During World War Two, while under the German occupation in France he was a prisoner at St-Denis, outside Paris. He continued to paint in his confinement, but his wife was released after six months. While interned he come to know Frank Pickersgill who escaped but later died in another camp. On his return to Canada in 1946, he taught painting at the Ecole des Beaux-Arts in Quebec City. He later worked for the National Film Board in Ottawa illustrating animated films. He also filled commissions of designing tapestries.

Writing on the artist, Donald W. Buchanan brought out that Dallaire’s art had been affected by years of internment, by cubist analysis of form, the decorative possibilities and limitations of tapestry design in which he had specialized, and his sensitivities to the myths of French Canada against the realities of Canada today. Buchanan further wrote, “. . . he is obtaining a firm monumentality of design in his canvases. The question is, will he continue to achieve this without losing that gay freedom of detail which has always been such an attraction in his smaller works . . .” At the beginning of the same article Buchanan had spoken of Dallaire’s fantasies often verging on comedy in which melancholy lurked.

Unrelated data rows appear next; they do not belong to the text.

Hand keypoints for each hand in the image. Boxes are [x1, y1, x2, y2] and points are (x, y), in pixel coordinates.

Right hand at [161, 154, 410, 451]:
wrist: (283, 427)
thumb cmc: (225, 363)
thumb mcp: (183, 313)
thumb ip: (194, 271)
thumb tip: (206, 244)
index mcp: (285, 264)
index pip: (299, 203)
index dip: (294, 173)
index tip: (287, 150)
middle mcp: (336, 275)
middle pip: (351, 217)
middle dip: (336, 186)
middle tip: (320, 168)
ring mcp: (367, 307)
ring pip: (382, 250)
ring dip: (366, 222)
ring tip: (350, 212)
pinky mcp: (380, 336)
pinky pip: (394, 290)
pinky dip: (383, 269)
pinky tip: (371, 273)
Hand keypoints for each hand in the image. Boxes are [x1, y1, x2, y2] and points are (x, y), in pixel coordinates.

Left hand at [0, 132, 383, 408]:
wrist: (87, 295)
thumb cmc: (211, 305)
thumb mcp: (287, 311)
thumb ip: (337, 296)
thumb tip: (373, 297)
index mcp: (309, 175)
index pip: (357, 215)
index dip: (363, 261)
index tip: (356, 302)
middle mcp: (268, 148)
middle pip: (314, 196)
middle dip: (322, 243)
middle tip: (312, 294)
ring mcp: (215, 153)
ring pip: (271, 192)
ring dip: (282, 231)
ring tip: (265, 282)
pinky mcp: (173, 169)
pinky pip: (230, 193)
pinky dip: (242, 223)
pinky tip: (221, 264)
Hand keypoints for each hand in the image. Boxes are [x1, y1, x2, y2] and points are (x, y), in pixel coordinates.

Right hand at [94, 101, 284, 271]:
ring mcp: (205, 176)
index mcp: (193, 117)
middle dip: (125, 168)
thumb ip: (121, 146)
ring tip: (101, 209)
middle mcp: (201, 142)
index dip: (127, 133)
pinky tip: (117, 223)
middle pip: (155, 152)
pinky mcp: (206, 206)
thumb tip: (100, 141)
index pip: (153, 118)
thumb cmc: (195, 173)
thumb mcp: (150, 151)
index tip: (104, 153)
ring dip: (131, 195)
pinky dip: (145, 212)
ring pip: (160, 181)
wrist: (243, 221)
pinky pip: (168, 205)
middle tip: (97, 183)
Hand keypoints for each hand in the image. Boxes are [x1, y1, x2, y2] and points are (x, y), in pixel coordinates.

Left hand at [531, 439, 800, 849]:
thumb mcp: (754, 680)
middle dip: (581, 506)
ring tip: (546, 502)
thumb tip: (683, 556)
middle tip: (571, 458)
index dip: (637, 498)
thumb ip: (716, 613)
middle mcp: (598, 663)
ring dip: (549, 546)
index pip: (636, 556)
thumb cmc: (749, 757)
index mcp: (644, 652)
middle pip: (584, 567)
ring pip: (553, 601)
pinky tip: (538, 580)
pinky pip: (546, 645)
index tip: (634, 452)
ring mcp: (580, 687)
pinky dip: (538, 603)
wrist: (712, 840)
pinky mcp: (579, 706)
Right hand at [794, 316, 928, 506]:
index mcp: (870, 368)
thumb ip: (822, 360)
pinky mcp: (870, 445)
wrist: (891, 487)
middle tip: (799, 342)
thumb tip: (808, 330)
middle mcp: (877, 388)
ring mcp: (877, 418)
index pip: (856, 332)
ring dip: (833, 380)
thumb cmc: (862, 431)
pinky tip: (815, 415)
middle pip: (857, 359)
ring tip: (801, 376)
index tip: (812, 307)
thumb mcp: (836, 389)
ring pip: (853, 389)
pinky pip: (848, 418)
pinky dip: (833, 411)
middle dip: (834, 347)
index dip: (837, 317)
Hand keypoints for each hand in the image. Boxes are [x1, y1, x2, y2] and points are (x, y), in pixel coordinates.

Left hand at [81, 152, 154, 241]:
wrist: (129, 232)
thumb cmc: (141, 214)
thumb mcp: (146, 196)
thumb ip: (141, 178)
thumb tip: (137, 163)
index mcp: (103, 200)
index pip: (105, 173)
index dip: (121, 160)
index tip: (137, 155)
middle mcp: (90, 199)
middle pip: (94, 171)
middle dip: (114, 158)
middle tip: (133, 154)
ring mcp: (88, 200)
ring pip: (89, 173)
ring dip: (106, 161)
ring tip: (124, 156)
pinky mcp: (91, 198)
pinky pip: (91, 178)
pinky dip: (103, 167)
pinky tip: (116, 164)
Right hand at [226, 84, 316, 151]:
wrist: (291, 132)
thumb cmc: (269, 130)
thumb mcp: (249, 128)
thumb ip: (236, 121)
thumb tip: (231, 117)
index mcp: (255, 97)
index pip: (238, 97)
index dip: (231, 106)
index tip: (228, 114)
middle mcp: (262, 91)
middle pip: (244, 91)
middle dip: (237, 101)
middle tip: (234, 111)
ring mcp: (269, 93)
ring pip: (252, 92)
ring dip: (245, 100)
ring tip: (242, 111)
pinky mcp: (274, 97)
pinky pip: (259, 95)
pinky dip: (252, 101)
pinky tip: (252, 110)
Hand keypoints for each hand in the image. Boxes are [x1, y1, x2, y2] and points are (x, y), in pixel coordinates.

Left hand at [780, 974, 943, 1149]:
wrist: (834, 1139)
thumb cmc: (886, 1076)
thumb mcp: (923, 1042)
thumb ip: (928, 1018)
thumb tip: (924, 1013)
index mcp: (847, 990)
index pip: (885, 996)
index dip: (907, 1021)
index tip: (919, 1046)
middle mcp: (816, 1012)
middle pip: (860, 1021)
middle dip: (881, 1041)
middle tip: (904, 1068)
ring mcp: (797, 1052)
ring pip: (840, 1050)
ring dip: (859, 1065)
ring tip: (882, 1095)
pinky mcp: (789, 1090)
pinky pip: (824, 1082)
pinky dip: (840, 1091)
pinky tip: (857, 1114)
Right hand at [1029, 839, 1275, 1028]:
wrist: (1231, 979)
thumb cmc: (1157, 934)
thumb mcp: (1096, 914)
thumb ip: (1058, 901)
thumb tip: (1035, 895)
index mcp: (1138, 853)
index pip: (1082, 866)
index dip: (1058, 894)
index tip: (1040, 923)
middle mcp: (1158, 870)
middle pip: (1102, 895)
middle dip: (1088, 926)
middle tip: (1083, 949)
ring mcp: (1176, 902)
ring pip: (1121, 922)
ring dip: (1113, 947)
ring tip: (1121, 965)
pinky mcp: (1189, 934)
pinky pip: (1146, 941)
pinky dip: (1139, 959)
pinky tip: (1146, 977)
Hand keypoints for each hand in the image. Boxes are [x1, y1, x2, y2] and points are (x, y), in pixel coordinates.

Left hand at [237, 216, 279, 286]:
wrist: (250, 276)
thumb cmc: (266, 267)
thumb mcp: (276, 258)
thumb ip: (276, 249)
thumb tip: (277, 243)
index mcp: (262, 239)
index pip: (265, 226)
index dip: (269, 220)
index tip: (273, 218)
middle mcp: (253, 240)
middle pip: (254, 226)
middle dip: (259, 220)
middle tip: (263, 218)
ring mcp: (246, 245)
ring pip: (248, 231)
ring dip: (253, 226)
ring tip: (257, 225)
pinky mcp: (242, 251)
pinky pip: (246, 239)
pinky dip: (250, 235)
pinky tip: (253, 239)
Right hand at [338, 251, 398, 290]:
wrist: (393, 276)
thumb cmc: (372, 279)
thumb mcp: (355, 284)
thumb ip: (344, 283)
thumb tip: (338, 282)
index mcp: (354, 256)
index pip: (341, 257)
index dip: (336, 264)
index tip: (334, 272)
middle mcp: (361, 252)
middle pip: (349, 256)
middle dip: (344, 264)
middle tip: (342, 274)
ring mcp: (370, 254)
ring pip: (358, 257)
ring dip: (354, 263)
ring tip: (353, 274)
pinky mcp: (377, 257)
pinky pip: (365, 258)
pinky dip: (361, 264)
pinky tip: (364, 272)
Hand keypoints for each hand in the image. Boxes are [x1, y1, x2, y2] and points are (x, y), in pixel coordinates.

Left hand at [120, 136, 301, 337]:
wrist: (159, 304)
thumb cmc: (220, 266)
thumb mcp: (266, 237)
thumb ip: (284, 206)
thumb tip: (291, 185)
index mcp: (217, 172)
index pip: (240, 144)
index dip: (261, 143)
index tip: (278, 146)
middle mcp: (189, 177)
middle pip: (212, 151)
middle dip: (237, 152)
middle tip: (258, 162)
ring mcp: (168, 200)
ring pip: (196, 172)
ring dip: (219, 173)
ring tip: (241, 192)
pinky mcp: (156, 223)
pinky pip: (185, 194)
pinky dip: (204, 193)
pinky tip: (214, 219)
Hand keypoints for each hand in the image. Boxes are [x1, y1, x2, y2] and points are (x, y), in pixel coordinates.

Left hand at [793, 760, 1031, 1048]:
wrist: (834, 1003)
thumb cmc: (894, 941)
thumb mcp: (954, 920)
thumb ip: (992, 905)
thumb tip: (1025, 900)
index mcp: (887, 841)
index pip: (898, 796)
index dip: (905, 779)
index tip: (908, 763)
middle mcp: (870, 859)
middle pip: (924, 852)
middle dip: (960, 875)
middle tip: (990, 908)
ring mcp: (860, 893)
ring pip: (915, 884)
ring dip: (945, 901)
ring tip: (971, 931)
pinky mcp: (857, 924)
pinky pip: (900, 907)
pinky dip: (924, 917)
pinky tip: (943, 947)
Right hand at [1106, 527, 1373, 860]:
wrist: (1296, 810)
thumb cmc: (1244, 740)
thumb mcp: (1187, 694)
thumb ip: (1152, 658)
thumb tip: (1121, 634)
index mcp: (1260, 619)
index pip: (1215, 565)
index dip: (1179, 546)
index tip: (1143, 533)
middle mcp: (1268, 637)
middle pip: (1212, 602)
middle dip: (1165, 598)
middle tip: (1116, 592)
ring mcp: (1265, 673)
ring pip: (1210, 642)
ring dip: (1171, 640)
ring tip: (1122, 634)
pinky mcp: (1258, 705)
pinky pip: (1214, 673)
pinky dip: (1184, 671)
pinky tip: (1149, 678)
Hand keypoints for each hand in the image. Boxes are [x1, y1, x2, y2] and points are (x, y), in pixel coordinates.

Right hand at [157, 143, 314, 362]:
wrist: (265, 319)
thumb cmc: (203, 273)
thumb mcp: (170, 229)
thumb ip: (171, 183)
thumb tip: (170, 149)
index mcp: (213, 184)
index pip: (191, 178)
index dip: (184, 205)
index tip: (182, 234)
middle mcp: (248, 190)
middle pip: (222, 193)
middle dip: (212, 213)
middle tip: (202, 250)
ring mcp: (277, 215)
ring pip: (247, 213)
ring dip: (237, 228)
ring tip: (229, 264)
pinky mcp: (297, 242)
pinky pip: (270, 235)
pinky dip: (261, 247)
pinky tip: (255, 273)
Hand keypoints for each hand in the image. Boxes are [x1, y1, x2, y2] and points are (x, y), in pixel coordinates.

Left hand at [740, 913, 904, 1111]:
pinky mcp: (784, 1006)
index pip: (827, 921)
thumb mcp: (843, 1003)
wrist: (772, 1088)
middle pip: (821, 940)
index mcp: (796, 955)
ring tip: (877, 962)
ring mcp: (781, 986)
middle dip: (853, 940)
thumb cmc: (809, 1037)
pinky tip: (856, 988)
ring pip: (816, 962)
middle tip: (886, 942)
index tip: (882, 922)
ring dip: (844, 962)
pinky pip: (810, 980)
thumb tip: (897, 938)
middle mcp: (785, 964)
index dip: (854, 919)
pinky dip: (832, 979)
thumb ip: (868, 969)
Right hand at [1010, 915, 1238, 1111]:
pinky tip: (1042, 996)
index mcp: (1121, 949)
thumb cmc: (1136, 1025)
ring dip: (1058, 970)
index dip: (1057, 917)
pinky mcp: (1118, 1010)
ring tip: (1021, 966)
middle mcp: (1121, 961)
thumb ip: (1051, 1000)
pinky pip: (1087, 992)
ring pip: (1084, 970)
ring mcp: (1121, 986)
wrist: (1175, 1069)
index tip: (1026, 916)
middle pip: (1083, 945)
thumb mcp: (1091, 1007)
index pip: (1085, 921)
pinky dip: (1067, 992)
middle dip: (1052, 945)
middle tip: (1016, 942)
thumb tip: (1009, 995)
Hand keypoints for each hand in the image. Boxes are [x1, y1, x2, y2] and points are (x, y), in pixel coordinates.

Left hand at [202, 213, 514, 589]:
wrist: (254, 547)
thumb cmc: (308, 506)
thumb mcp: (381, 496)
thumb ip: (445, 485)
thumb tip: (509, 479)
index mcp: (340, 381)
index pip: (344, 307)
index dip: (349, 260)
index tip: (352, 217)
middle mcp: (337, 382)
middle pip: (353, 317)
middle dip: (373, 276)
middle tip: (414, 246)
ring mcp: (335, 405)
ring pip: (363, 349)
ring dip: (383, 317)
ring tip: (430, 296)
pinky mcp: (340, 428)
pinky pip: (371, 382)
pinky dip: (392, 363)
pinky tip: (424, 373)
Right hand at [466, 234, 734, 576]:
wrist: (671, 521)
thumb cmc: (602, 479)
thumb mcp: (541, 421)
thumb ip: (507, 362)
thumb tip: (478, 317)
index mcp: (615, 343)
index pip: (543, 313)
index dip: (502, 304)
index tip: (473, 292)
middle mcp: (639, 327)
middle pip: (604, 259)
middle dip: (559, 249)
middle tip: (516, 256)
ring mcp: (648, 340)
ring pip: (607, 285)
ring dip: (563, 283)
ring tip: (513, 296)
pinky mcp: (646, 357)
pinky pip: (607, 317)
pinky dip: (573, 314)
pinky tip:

He then lived and painted in Montreal from 1957 to 1959. In '59 he moved to Europe permanently. He died of heart failure in 1965, thus ending prematurely a brilliant career. He is represented in the permanent collections of the National Gallery of Canada, the Art Gallery of Ontario and the Museum of the Province of Quebec. Dallaire's works show varied stylistic influences and are always recognized by their draftsmanship and spontaneity in subject and use of colour.